5. After building the image, it needs to be packaged for deployment ([CP4D v3.0](https://www.ibm.com/support/knowledgecenter/SSQNUZ_3.0.1/svc-edge/usage-register-app.html), [CP4D v3.5](https://www.ibm.com/support/knowledgecenter/SSQNUZ_3.5.0/svc-edge/usage-register-app.html)),

   either directly in CP4D or in Edge Application Manager.  If you wish to change any of the application parameters, this is the stage

   you would do that (see documentation for interface details).  Possible parameters for this particular application are:

   - `parallelism`: By default, each micro-edge application only has one instance of the ML model running, potentially limiting performance if

     the input image stream is bringing in new images faster than the model can score them.  You can add additional parallel model instances

     by specifying this parameter at an number higher than "1", enabling higher image scoring rates to be achieved.  Be cautious, as depending

     on the size and load of the Edge system you will deploy the application to, you may overload the system by specifying too many parallel

     scoring paths here.

   - `confidence`: By default, any image where the highest prediction confidence is less than 0.70 will be sent to the metro-edge application

     for potential manual scoring.  Setting this parameter to some other value adjusts that threshold.  The value should be between "0.00"

     (no images will be sent to the metro-edge app) and "1.00" (all images will be sent to the metro-edge app).

   - `repeat`: By default, the limited set of test images are sent into the application as fake camera images over and over, forever.
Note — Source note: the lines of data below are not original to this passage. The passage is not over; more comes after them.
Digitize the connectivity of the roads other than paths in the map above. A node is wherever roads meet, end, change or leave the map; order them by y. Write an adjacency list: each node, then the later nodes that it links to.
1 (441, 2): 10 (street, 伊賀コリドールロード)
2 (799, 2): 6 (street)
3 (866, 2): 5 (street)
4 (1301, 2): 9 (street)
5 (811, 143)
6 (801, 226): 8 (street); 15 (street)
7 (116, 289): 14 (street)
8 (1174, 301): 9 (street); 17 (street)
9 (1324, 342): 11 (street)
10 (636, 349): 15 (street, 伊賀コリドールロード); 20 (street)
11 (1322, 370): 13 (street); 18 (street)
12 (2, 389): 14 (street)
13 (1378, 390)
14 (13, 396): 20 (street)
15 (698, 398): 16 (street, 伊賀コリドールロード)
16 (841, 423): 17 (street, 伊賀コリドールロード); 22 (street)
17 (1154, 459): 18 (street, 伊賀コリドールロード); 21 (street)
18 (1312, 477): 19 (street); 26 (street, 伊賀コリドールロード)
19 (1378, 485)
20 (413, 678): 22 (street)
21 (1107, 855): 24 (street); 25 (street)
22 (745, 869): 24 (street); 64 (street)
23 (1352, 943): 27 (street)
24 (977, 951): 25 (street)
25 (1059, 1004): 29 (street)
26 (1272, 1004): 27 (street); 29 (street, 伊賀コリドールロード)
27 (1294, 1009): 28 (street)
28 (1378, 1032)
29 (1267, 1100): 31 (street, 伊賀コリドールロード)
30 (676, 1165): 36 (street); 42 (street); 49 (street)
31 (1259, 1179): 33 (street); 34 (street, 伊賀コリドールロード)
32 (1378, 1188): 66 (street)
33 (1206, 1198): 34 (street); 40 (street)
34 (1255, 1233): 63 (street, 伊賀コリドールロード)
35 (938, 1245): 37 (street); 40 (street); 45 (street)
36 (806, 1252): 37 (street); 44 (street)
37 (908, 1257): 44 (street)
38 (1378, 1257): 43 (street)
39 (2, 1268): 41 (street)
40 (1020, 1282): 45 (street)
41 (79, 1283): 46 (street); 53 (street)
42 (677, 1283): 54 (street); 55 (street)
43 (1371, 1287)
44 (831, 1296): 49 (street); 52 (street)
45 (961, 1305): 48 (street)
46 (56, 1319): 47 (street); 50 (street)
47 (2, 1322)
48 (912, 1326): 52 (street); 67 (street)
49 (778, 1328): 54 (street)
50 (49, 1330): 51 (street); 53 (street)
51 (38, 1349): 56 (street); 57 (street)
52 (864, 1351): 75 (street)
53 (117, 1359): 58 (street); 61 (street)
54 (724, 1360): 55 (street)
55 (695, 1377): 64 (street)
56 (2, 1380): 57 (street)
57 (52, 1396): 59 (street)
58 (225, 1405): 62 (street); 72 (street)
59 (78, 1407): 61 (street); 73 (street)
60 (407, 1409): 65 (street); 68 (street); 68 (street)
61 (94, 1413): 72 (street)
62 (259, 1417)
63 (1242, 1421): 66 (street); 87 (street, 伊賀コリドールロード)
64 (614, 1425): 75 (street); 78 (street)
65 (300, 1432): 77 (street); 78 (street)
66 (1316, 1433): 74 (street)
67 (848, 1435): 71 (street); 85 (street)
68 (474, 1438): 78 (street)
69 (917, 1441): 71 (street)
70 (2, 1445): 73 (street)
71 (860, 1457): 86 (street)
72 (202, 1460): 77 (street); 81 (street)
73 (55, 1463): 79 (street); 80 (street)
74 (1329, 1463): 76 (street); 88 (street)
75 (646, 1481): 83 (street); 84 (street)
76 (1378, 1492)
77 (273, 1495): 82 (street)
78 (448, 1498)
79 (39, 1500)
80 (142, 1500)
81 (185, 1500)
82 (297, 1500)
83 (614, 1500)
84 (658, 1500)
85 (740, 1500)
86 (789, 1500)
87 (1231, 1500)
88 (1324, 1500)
You can

     set a repeat count here, instead, so that after some number of times sending in the full set of test images, it stops. "0" will repeat forever,

     "1" will send in the full set once, etc.
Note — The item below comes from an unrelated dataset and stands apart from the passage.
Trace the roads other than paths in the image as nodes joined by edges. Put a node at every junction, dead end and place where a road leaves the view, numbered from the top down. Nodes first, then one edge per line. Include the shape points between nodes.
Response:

   - `delay`: By default, the test images are sent in as fast as the application can handle them.  Setting a delay (in decimal seconds) here will artificially

     slow down the test images, by pausing between images for the given amount of `delay`.  "0" sends images as fast as possible, "0.5" would pause

     for half of a second between images, etc.

   - `camera`: When reporting metrics back to the metro-edge application, the micro-edge application includes a camera identifier with its metrics,

     so that problem instances can be identified, etc.  This setting controls the camera identifier prefix (which will have a system-based ID

     added to the end by the application to ensure uniqueness).  By default, the prefix is simply "Camera".

6. Finally, it can be deployed to edge systems ([CP4D v3.0](https://www.ibm.com/support/knowledgecenter/SSQNUZ_3.0.1/svc-edge/usage-deploy.html), [CP4D v3.5](https://www.ibm.com/support/knowledgecenter/SSQNUZ_3.5.0/svc-edge/usage-deploy.html)).

7. Optionally, after the application is running on one or more edge systems, the `testing-kafka.jupyter-py36` notebook

   can be used to directly view the messages the micro-edge application is writing to the Event Streams/Kafka topic, for debug.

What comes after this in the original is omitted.